Effective July 31, 1995, the Board of Directors of the Registrant appointed
Coopers & Lybrand L.L.P. as its independent public accountants. The Registrant
has not consulted Coopers & Lybrand L.L.P. prior to such appointment with
respect to any matter of accounting principles or practices, financial statement
disclosure, auditing scope or procedure, or any disagreement with the
Registrant's independent public accountants. From 1989 until such date, the
Company had engaged Grant Thornton LLP as its independent public accountants.
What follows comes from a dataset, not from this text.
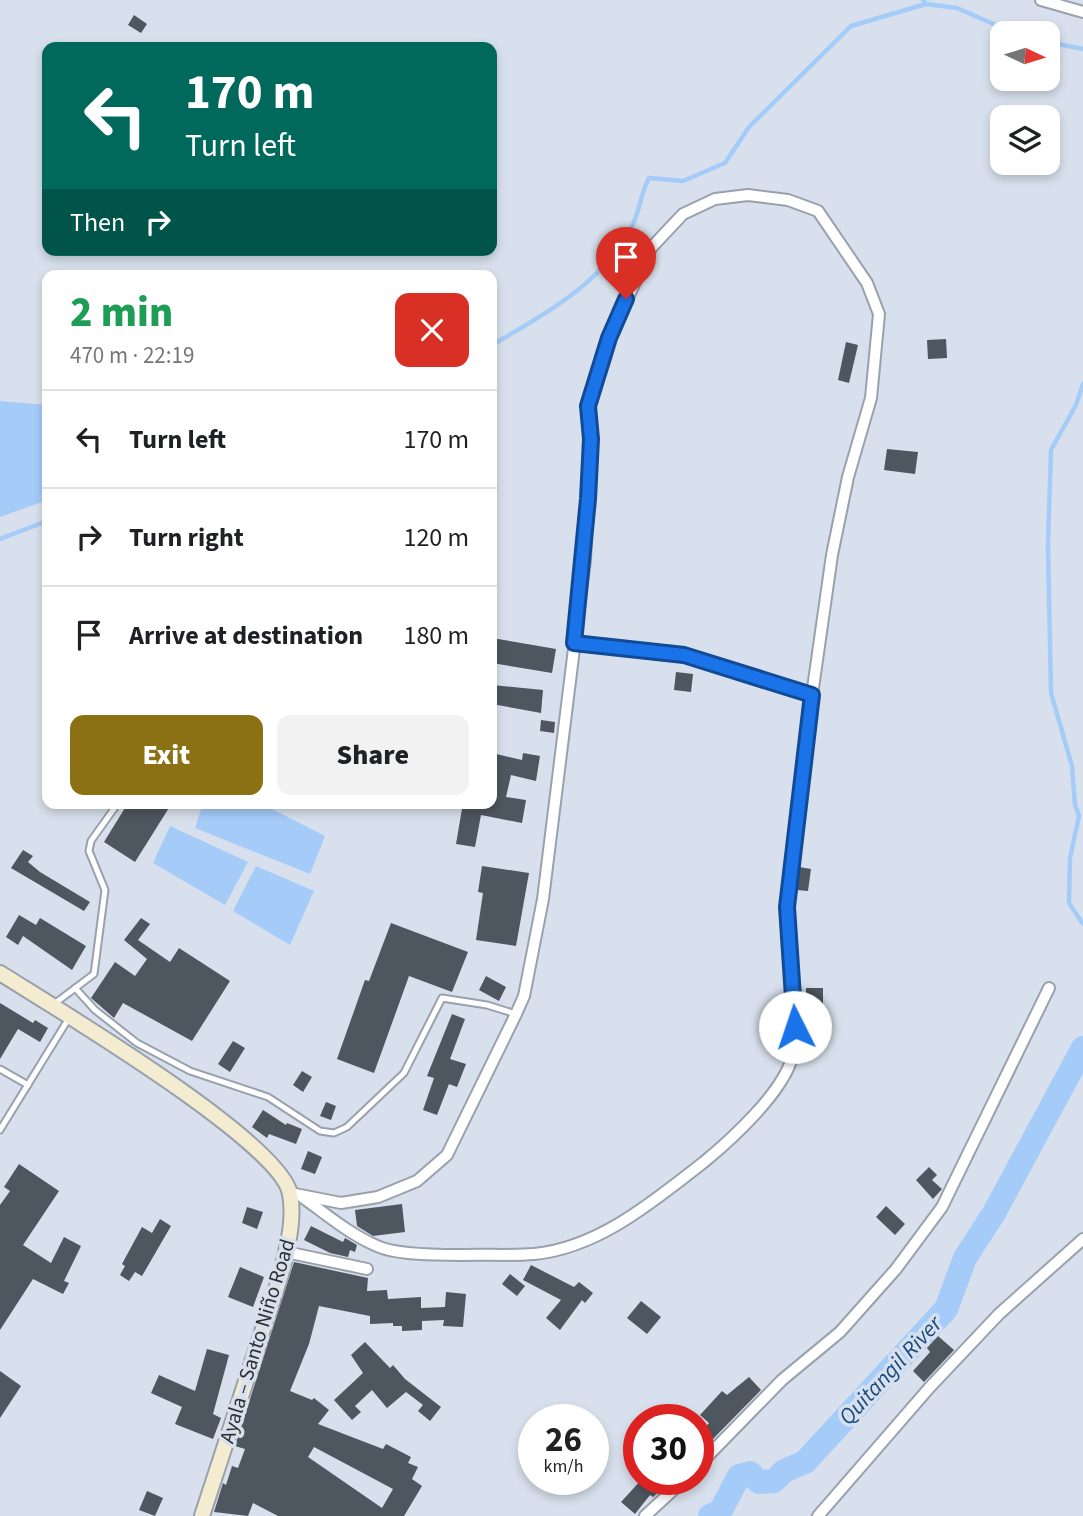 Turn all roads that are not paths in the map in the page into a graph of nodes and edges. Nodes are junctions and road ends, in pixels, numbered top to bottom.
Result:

During the period of the engagement of Grant Thornton LLP by the Registrant,
there were no disagreements between Grant Thornton LLP and the Registrant on any
matter of accounting principles or practices, financial statement disclosure,
or auditing scope or procedure, which disagreements, if not resolved to the
satisfaction of Grant Thornton would have caused them to make reference to the
disagreements in any of their financial reports to the Registrant. In addition,
no report on the financial statements of the Registrant rendered by
Grant Thornton contained an adverse opinion or a disclaimer of opinion or was
qualified or modified as to uncertainty, the scope of audit performed, or
accounting principles.
ITEM 7. FINANCIAL STATEMENTS AND EXHIBITS.
(a) Not applicable.
(b) Not applicable.
(c) Exhibits.
16.1 - Letter of Grant Thornton regarding change in
certifying accountant.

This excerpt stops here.